#### Activity
Output all of the data below without changing a word, and exclude the pictures.

#### Information supplied
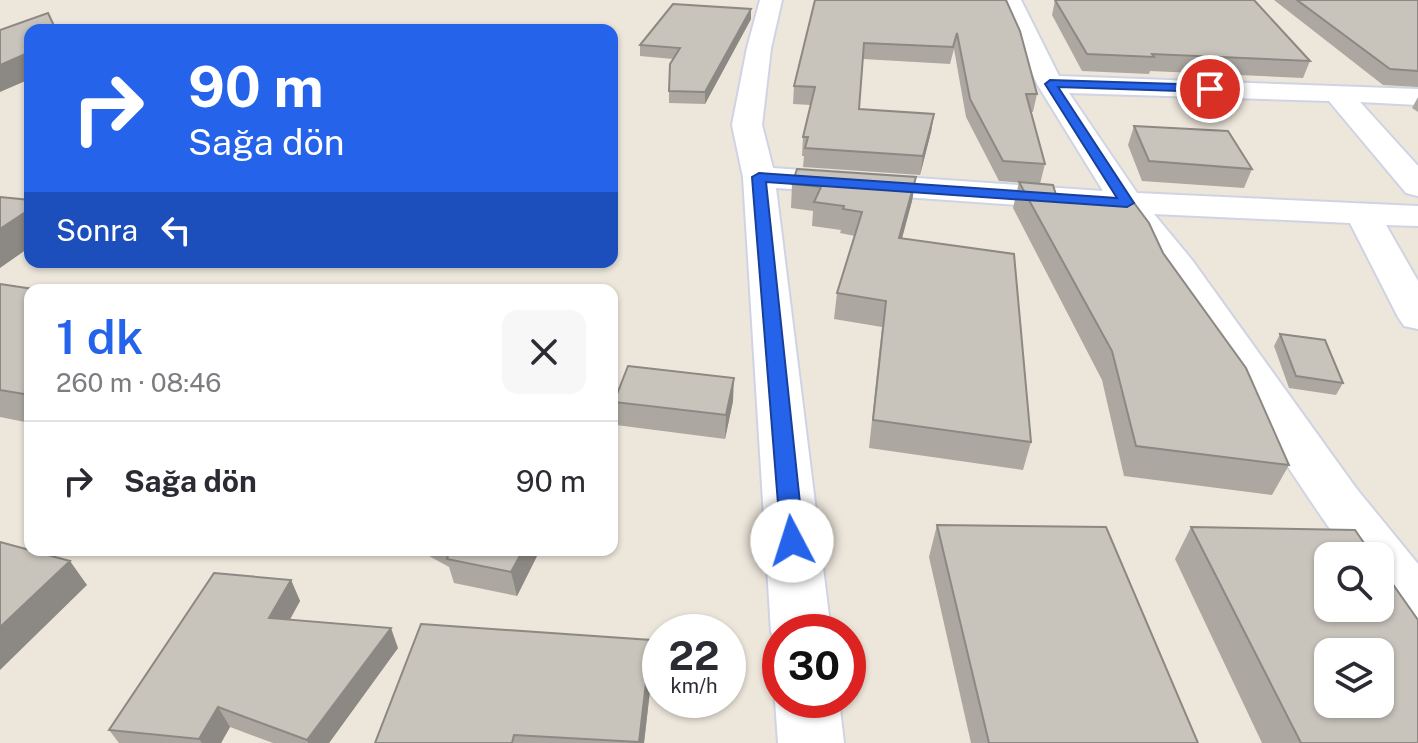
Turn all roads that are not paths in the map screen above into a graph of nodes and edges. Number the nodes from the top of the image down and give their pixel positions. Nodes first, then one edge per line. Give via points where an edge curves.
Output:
1 (771, 0) edge
2 (1010, 0) edge
3 (1050, 84) junction
4 (1337, 93) junction
5 (1418, 97) edge
6 (759, 177) junction
7 (1418, 186) edge
8 (1127, 203) junction
9 (1363, 214) junction
10 (1418, 216) edge
11 (1418, 317) edge
12 (1418, 606) edge
13 (799, 614) edge
14 (809, 718) edge
15 (811, 743) edge

1 - 6 street via 747,125
2 - 3 street
3 - 4 street
3 - 8 street
4 - 5 street
4 - 7 street
6 - 8 street
6 - 13 street
8 - 9 street
8 - 12 street via 1179,268 1338,502
9 - 10 street
9 - 11 street
14 - 15 street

#### Answer section
Turn all roads that are not paths in the map screen above into a graph of nodes and edges. Number the nodes from the top of the image down and give their pixel positions. Nodes first, then one edge per line. Give via points where an edge curves.
Output:
1 (771, 0) edge
2 (1010, 0) edge
3 (1050, 84) junction
4 (1337, 93) junction
5 (1418, 97) edge
6 (759, 177) junction
7 (1418, 186) edge
8 (1127, 203) junction
9 (1363, 214) junction
10 (1418, 216) edge
11 (1418, 317) edge
12 (1418, 606) edge
13 (799, 614) edge
14 (809, 718) edge
15 (811, 743) edge

1 - 6 street via 747,125
2 - 3 street
3 - 4 street
3 - 8 street
4 - 5 street
4 - 7 street
6 - 8 street
6 - 13 street
8 - 9 street
8 - 12 street via 1179,268 1338,502
9 - 10 street
9 - 11 street
14 - 15 street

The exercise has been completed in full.